The purpose of this paper is to improve the performance of a twodimensional finite element approach, called the Rotating Compression Field Model (RCFM). The RCFM capability for reproducing the non-linear behaviour of reinforced concrete (RC) beams, tested in shear with monotonic load increase, has been tested and amended. Concrete is treated as a quasi-orthotropic material with smeared cracks and smeared reinforcement. A modified version of the Sargin relationship for concrete in compression is adopted, introducing a new model for the softening branch of the stress-strain compression curve in the RCFM to take into account compression softening and the effect of confinement due to inplane reinforcement. In addition, this paper considers out-ofplane confinement effects using the model suggested by Eurocode 2.
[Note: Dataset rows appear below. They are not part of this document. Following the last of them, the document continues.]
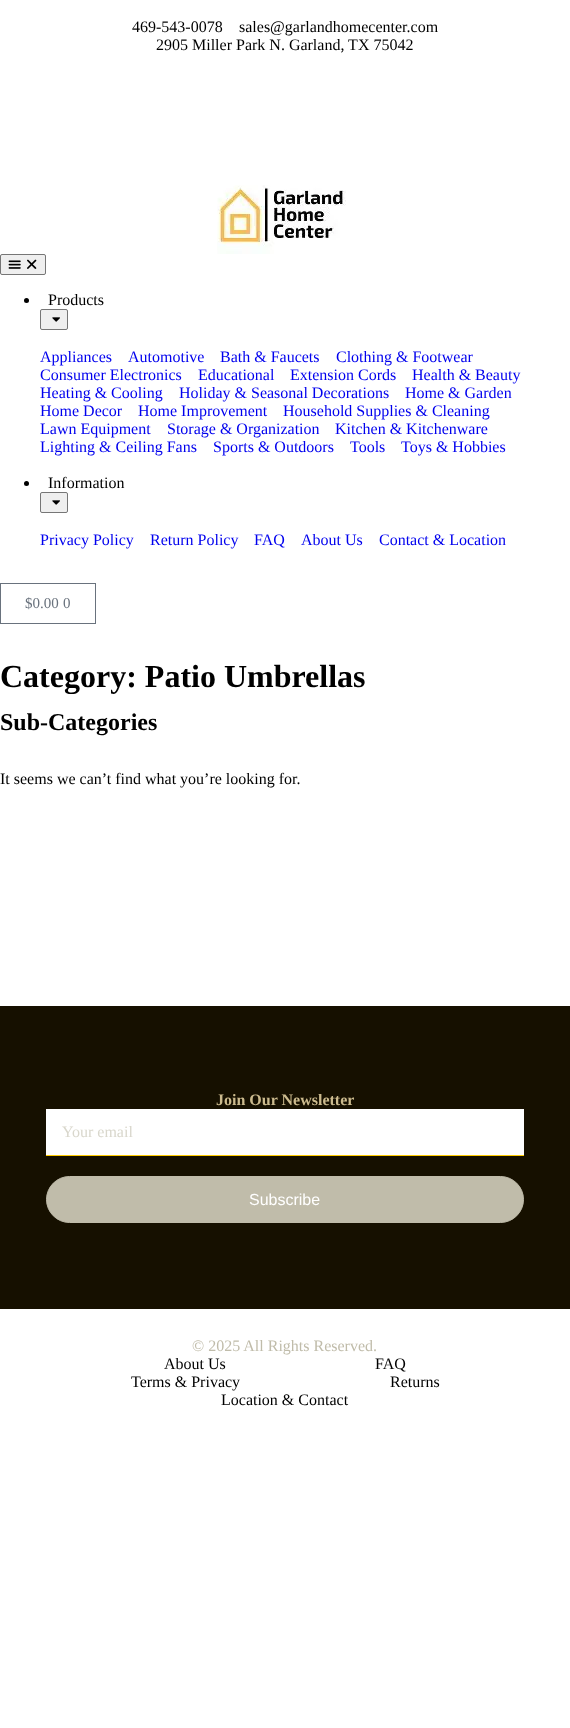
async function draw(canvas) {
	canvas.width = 570;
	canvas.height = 1728;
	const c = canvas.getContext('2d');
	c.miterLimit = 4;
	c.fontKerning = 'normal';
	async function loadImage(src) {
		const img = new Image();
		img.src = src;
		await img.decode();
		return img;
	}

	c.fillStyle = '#fff';
	c.fillRect(0, 0, 570, 1728);
	c.font = '16px Liberation Serif';
	c.fillStyle = '#000';
	for (const [text, x, y] of [
		['469-543-0078', 132, 32],
		['sales@garlandhomecenter.com', 239, 32],
		['2905 Miller Park N. Garland, TX 75042', 156, 50],
	]) {
		c.fillText(text, x, y);
	}
	c.drawImage(await loadImage('img1.png'), 217, 185, 129, 69);
	c.fillStyle = '#efefef';
	c.beginPath();
	c.roundRect(0.5, 254.5, 45, 20, 1.5);
	c.fill();
	c.strokeStyle = '#767676';
	c.stroke();
	c.drawImage(await loadImage('img2.png'), 8, 260, 13, 9);
	c.drawImage(await loadImage('img3.png'), 27, 259, 10, 10);
	c.fillStyle = '#000';
	c.beginPath();
	c.arc(26.5, 300.5, 2.5, 0, 2 * Math.PI);
	c.fill();
	c.fillText('Products', 48, 305);
	c.fillStyle = '#efefef';
	c.beginPath();
	c.roundRect(40.5, 309.5, 27, 20, 1.5);
	c.fill();
	c.stroke();
	c.drawImage(await loadImage('img4.png'), 52, 317, 8, 5);
	c.fillStyle = '#00e';
	for (const [text, x, y] of [
		['Appliances', 40, 362],
		['Automotive', 128, 362],
		['Bath & Faucets', 220, 362],
		['Clothing & Footwear', 336, 362],
		['Consumer Electronics', 40, 380],
		['Educational', 198, 380],
		['Extension Cords', 290, 380],
		['Health & Beauty', 412, 380],
		['Heating & Cooling', 40, 398],
		['Holiday & Seasonal Decorations', 179, 398],
		['Home & Garden', 405, 398],
		['Home Decor', 40, 416],
		['Home Improvement', 138, 416],
		['Household Supplies & Cleaning', 283, 416],
		['Lawn Equipment', 40, 434],
		['Storage & Organization', 167, 434],
		['Kitchen & Kitchenware', 335, 434],
		['Lighting & Ceiling Fans', 40, 452],
		['Sports & Outdoors', 213, 452],
		['Tools', 350, 452],
		['Toys & Hobbies', 401, 452],
	]) {
		c.fillText(text, x, y);
	}
	c.fillStyle = '#000';
	c.beginPath();
	c.arc(26.5, 483.5, 2.5, 0, 2 * Math.PI);
	c.fill();
	c.fillText('Information', 48, 488);
	c.fillStyle = '#efefef';
	c.beginPath();
	c.roundRect(40.5, 492.5, 27, 20, 1.5);
	c.fill();
	c.stroke();
	c.drawImage(await loadImage('img4.png'), 52, 500, 8, 5);
	c.fillStyle = '#00e';
	for (const [text, x, y] of [
		['Privacy Policy', 40, 545],
		['Return Policy', 150, 545],
		['FAQ', 254, 545],
		['About Us', 301, 545],
		['Contact & Location', 379, 545],
	]) {
		c.fillText(text, x, y);
	}
	c.strokeStyle = '#69727d';
	c.strokeRect(0.5, 583.5, 95, 40);
	c.font = '15px Liberation Serif';
	c.fillStyle = '#69727d';
	c.fillText('$0.00', 25, 608);
	c.fillText('0', 63, 608);
	c.font = 'bold 32px Liberation Serif';
	c.fillStyle = '#000';
	c.fillText('Category: Patio Umbrellas', 0, 687);
	c.font = 'bold 24px Liberation Serif';
	c.fillText('Sub-Categories', 0, 730);
	c.font = '16px Liberation Serif';
	c.fillText('It seems we can’t find what you’re looking for.', 0, 784);
	c.fillStyle = '#161000';
	c.fillRect(0, 1006, 570, 303);
	c.font = 'bold 16px Liberation Serif';
	c.fillStyle = '#ccbb8e';
	c.fillText('Join Our Newsletter', 216, 1105);
	c.fillStyle = '#fff';
	c.fillRect(46, 1109, 478, 46);
	c.fillStyle = '#ffcb00';
	c.fillRect(46, 1155, 478, 1);
	c.font = '16px Liberation Serif';
	c.fillStyle = '#d9d7cc';
	c.fillText('Your email', 62, 1137);
	c.fillStyle = '#c0bcaa';
	c.beginPath();
	c.roundRect(46.5, 1176.5, 477, 46, 23);
	c.fill();
	c.strokeStyle = '#c0bcaa';
	c.stroke();
	c.font = '16px Liberation Sans';
	c.fillStyle = '#fff';
	c.fillText('Subscribe', 249, 1205);
	c.font = '16px Liberation Serif';
	c.fillStyle = '#c0bcaa';
	c.fillText('© 2025 All Rights Reserved.', 192, 1351);
	c.fillStyle = '#000';
	for (const [text, x, y] of [
		['About Us', 164, 1369],
		['FAQ', 375, 1369],
		['Terms & Privacy', 131, 1387],
		['Returns', 390, 1387],
		['Location & Contact', 221, 1405],
	]) {
		c.fillText(text, x, y);
	}
}

draw(document.querySelector('canvas'));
A key issue in the RCFM approach consists of relating the decay of effective concrete strength to the deviation angle between the inclination of the compression stress field at first cracking and its inclination at the load level considered. The validity of this relation has been extended from the original 15° up to more than 30°.
A new stress-strain curve is implemented in the code to model the tensile behaviour of concrete without reinforcement (tension softening) in addition to the tension stiffening effect already present for concrete with reinforcement. This model leads to a successful comparison with experimental results on RC beams for a significant range of design parameters and mechanical material properties.